RedCrab that is true. Having to take the emotional side of raising a child by yourself is very very hard. The physical part is okay for me but I never thought of it that way and I do think I am struggling a bit with the emotional side even though I put on a brace face

OP posts:
Popskipiekin · 26/05/2017 08:16

I have 2xDS and waiting for the sofa/bed/stairs catastrophe to happen any day now with DS2 (5 months). DS1 had many a door frame thwack and fell off the bed early on. DS2 seems remarkably lucky so far...
Other pps posting above prove all can be ok without this being the case, however: doctors told me with DS1 that crying immediately (as your DD has done) is a very good sign.
My granny dropped DBro head first onto the patio!!!!! He got a 1st degree (much more than I managed without any head dropping) and is a senior management consultant. Maybe I missed out Grin

IheartDodo · 26/05/2017 08:17

When I was a baby, my mum dropped me onto a marble floor at a train station. Apparently I burst an eardrum and screamed the place down!
... And I turned out fine, got more than one degree, a long-term partner, a job...
Actually my brother also fell off the back of his highchair and hit his head on the radiator, when he was a toddler, and he's fine too!

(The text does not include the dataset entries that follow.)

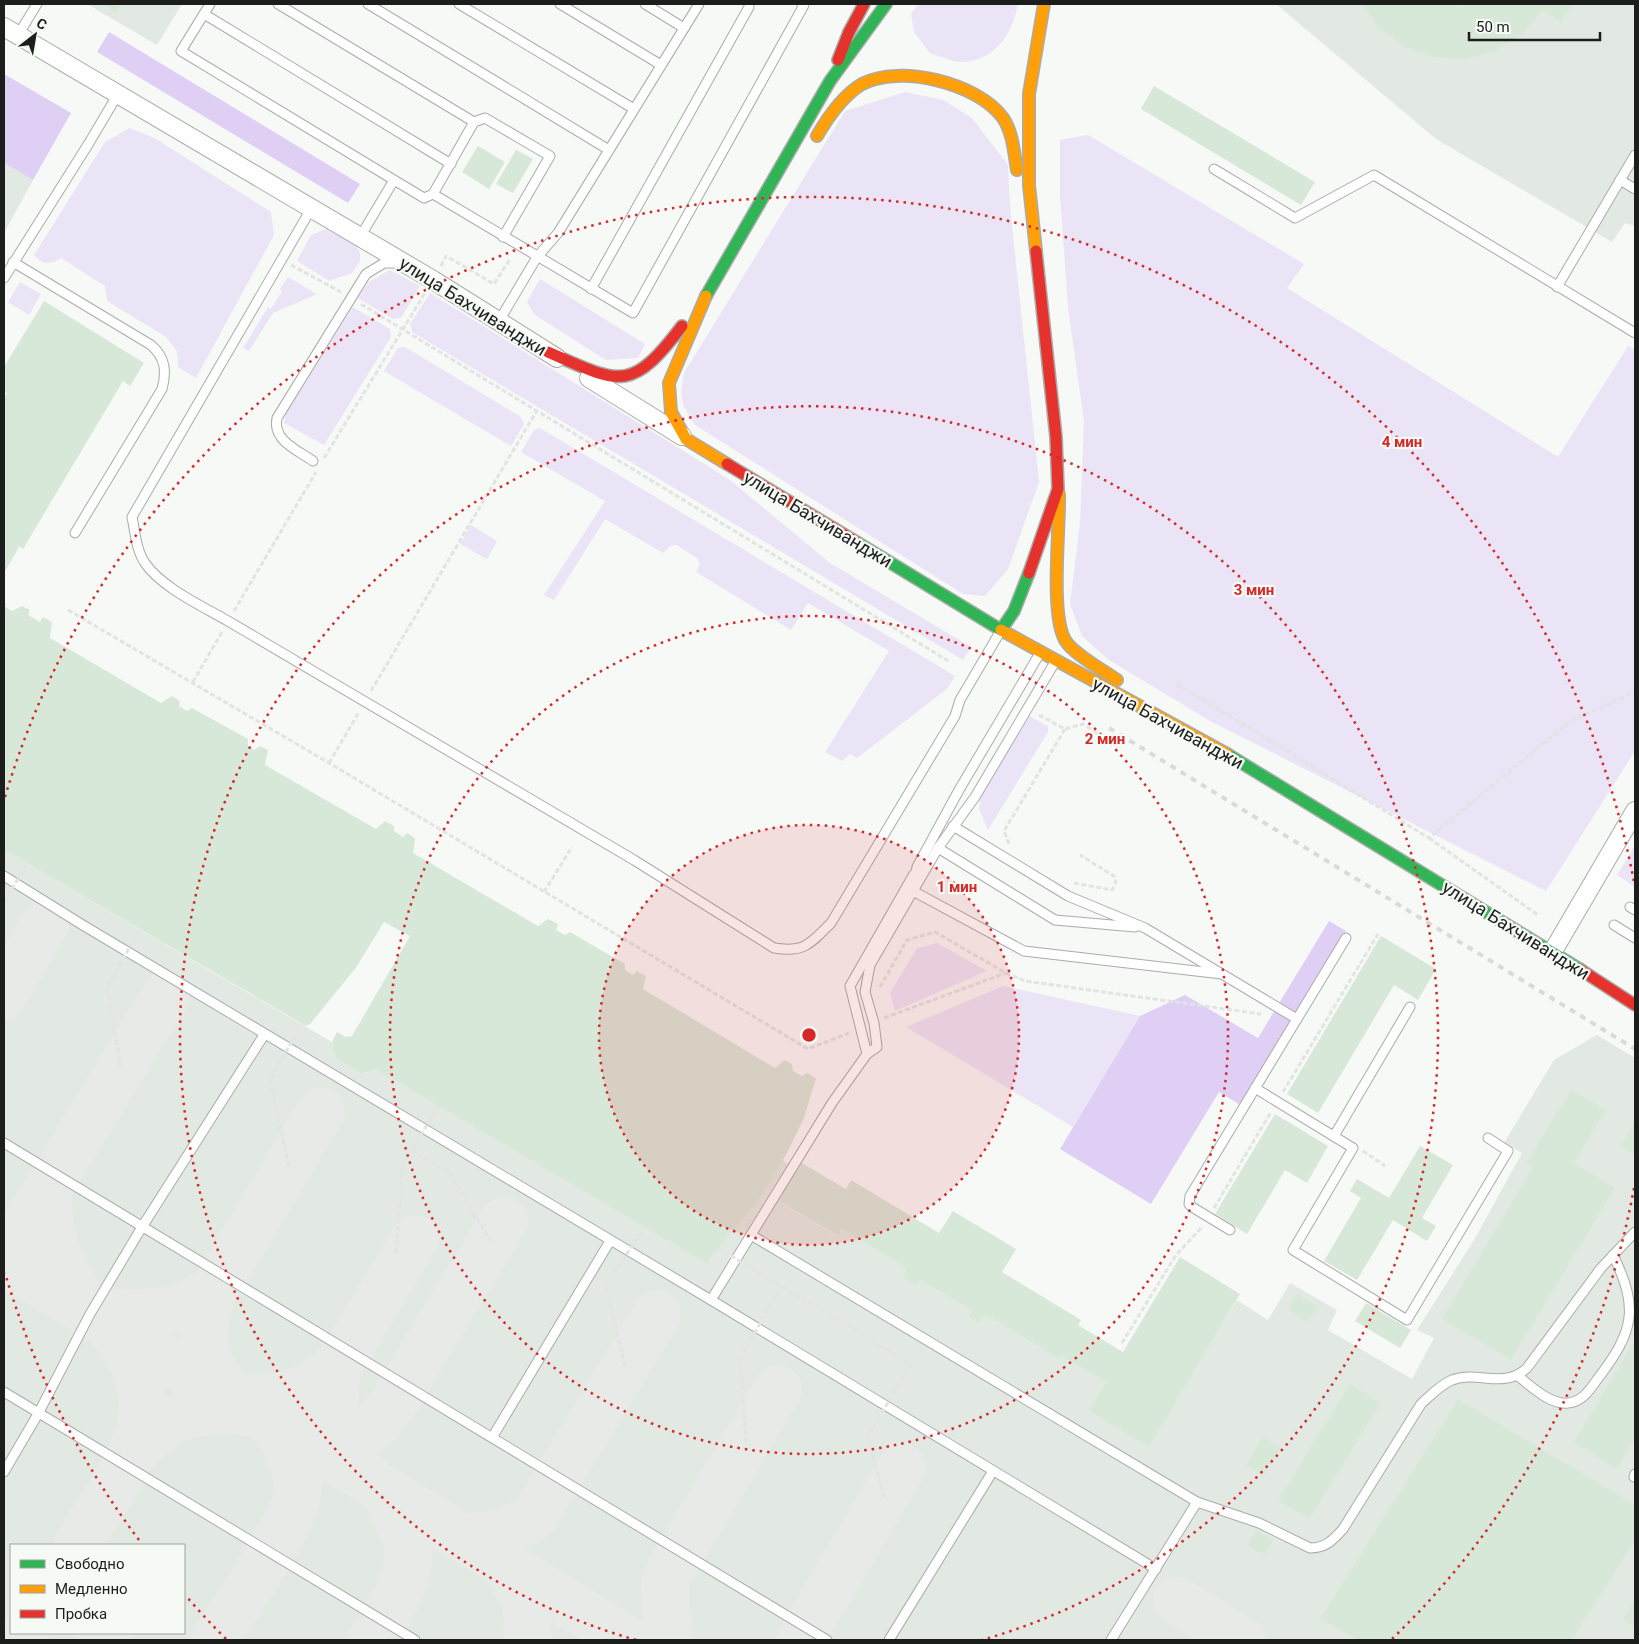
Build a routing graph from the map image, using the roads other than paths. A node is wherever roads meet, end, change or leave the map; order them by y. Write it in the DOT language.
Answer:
graph roads {
  1 [pos="37,4"];
  2 [pos="210,4"];
  3 [pos="278,4"];
  4 [pos="368,4"];
  5 [pos="460,4"];
  6 [pos="560,4"];
  7 [pos="645,4"];
  8 [pos="699,4"];
  9 [pos="804,4"];
  10 [pos="864,4"];
  11 [pos="886,4"];
  12 [pos="1044,4"];
  13 [pos="749,7"];
  14 [pos="204,14"];
  15 [pos="684,28"];
  16 [pos="11,31"];
  17 [pos="661,66"];
  18 [pos="830,81"];
  19 [pos="118,94"];
  20 [pos="634,109"];
  21 [pos="474,122"];
  22 [pos="811,145"];
  23 [pos="609,150"];
  24 [pos="1635,155"];
  25 [pos="452,164"];
  26 [pos="1214,169"];
  27 [pos="791,172"];
  28 [pos="394,180"];
  29 [pos="1620,180"];
  30 [pos="1635,188"];
  31 [pos="433,194"];
  32 [pos="759,204"];
  33 [pos="311,209"];
  34 [pos="360,236"];
  35 [pos="503,237"];
  36 [pos="537,257"];
  37 [pos="13,262"];
  38 [pos="405,265"];
  39 [pos="4,278"];
  40 [pos="1557,287"];
  41 [pos="590,289"];
  42 [pos="1041,291"];
  43 [pos="707,293"];
  44 [pos="499,321"];
  45 [pos="1635,332"];
  46 [pos="548,352"];
  47 [pos="686,438"];
  48 [pos="313,461"];
  49 [pos="1058,489"];
  50 [pos="75,533"];
  51 [pos="1001,630"];
  52 [pos="1065,641"];
  53 [pos="1040,653"];
  54 [pos="1055,661"];
  55 [pos="1190,732"];
  56 [pos="1635,811"];
  57 [pos="952,826"];
  58 [pos="938,848"];
  59 [pos="918,867"];
  60 [pos="4,876"];
  61 [pos="913,890"];
  62 [pos="1614,925"];
  63 [pos="1145,928"];
  64 [pos="1346,938"];
  65 [pos="1635,938"];
  66 [pos="1552,951"];
  67 [pos="1222,974"];
  68 [pos="1635,1005"];
  69 [pos="1410,1007"];
  70 [pos="1297,1019"];
  71 [pos="264,1035"];
  72 [pos="867,1054"];
  73 [pos="1255,1088"];
  74 [pos="1334,1136"];
  75 [pos="1488,1138"];
  76 [pos="4,1142"];
  77 [pos="142,1227"];
  78 [pos="1230,1230"];
  79 [pos="1635,1232"];
  80 [pos="751,1235"];
  81 [pos="610,1241"];
  82 [pos="1613,1255"];
  83 [pos="711,1300"];
  84 [pos="1518,1376"];
  85 [pos="4,1392"];
  86 [pos="38,1414"];
  87 [pos="493,1436"];
  88 [pos="993,1470"];
  89 [pos="4,1472"];
  90 [pos="1197,1502"];
  91 [pos="1156,1569"];
  92 [pos="415,1640"];
  93 [pos="827,1640"];
  94 [pos="889,1640"];
  95 [pos="1111,1640"];
  1 -- 16 [label="lane"];
  2 -- 14 [label="lane"];
  3 -- 21 [label="lane"];
  4 -- 23 [label="lane"];
  5 -- 20 [label="lane"];
  6 -- 17 [label="lane"];
  7 -- 15 [label="lane"];
  8 -- 15 [label="lane"];
  9 -- 41 [label="lane"];
  10 -- 18 [label="main road"];
  11 -- 18 [label="main road"];
  12 -- 42 [label="main road"];
  13 -- 41 [label="lane"];
  14 -- 25 [label="lane"];
  14 -- 28 [label="lane"];
  15 -- 17 [label="lane"];
  16 -- 19 [label="street, улица Бахчиванджи"];
  17 -- 20 [label="lane"];
  18 -- 32 [label="main road"];
  19 -- 33 [label="street, улица Бахчиванджи"];
  19 -- 37 [label="lane"];
  20 -- 23 [label="lane"];
  21 -- 25 [label="lane"];
  21 -- 35 [label="lane"];
  22 -- 42 [label="main road"];
  23 -- 36 [label="lane"];
  24 -- 29 [label="lane"];
  25 -- 31 [label="lane"];
  26 -- 40 [label="lane"];
  27 -- 32 [label="main road"];
  28 -- 31 [label="lane"];
  28 -- 34 [label="lane"];
  29 -- 30 [label="lane"];
  29 -- 40 [label="lane"];
  31 -- 35 [label="lane"];
  32 -- 43 [label="main road"];
  33 -- 34 [label="street, улица Бахчиванджи"];
  33 -- 51 [label="lane"];
  34 -- 38 [label="street, улица Бахчиванджи"];
  35 -- 36 [label="lane"];
  36 -- 41 [label="lane"];
  36 -- 44 [label="lane"];
  37 -- 39 [label="lane"];
  37 -- 50 [label="lane"];
  38 -- 44 [label="street, улица Бахчиванджи"];
  38 -- 48 [label="lane"];
  40 -- 45 [label="lane"];
  42 -- 49 [label="main road"];
  43 -- 46 [label="main road"];
  43 -- 47 [label="main road"];
  44 -- 46 [label="street, улица Бахчиванджи"];
  46 -- 47 [label="street, улица Бахчиванджи"];
  47 -- 51 [label="main road, улица Бахчиванджи"];
  49 -- 51 [label="main road"];
  49 -- 52 [label="main road"];
  51 -- 53 [label="main road, улица Бахчиванджи"];
  52 -- 54 [label="lane"];
  52 -- 55 [label="main road"];
  53 -- 54 [label="main road, улица Бахчиванджи"];
  53 -- 59 [label="lane"];
  54 -- 55 [label="main road, улица Бахчиванджи"];
  54 -- 57 [label="lane"];
  55 -- 66 [label="main road, улица Бахчиванджи"];
  56 -- 66 [label="street"];
  57 -- 58 [label="lane"];
  57 -- 63 [label="lane"];
  58 -- 61 [label="lane"];
  58 -- 63 [label="lane"];
  59 -- 61 [label="lane"];
  59 -- 72 [label="lane"];
  60 -- 71 [label="lane"];
  61 -- 67 [label="lane"];
  61 -- 72 [label="lane"];
  62 -- 65 [label="lane"];
  63 -- 67 [label="lane"];
  64 -- 70 [label="lane"];
  66 -- 68 [label="main road, улица Бахчиванджи"];
  67 -- 70 [label="lane"];
  69 -- 74 [label="lane"];
  70 -- 73 [label="lane"];
  71 -- 77 [label="lane"];
  71 -- 81 [label="lane"];
  72 -- 80 [label="lane"];
  73 -- 74 [label="lane"];
  73 -- 78 [label="lane"];
  74 -- 75 [label="lane"];
  76 -- 77 [label="lane"];
  77 -- 86 [label="lane"];
  77 -- 87 [label="lane"];
  79 -- 82 [label="lane"];
  80 -- 83 [label="lane"];
  80 -- 90 [label="lane"];
  81 -- 83 [label="lane"];
  81 -- 87 [label="lane"];
  82 -- 84 [label="lane"];
  82 -- 84 [label="lane"];
  83 -- 88 [label="lane"];
  84 -- 90 [label="lane"];
  85 -- 86 [label="lane"];
  86 -- 89 [label="lane"];
  86 -- 92 [label="lane"];
  87 -- 93 [label="lane"];
  88 -- 91 [label="lane"];
  88 -- 94 [label="lane"];
  90 -- 91 [label="lane"];
  91 -- 95 [label="lane"];
}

confusedat23 · 26/05/2017 08:21

OP if it makes you feel any better my friends DD was flung out of her carrycot at 8 weeks old facefirst onto concrete floor... Apart from a small cut on her face she was perfectly fine.

You have done the right thing getting her checked out but lots of people will tell you babies and children bounce!

EverythingEverywhere1234 · 26/05/2017 08:21

As this thread shows... it's happened to everyone!! A family member has five children, so you'd think by the end you'd have it down. The fifth child at 6 months old rolled off the bed and broke his arm. Not only that but he took out one of the others too, 2yo, who hit his head on the wall and got concussion. All while their mum had turned her back to put on her socks or something. Hell up by all accounts.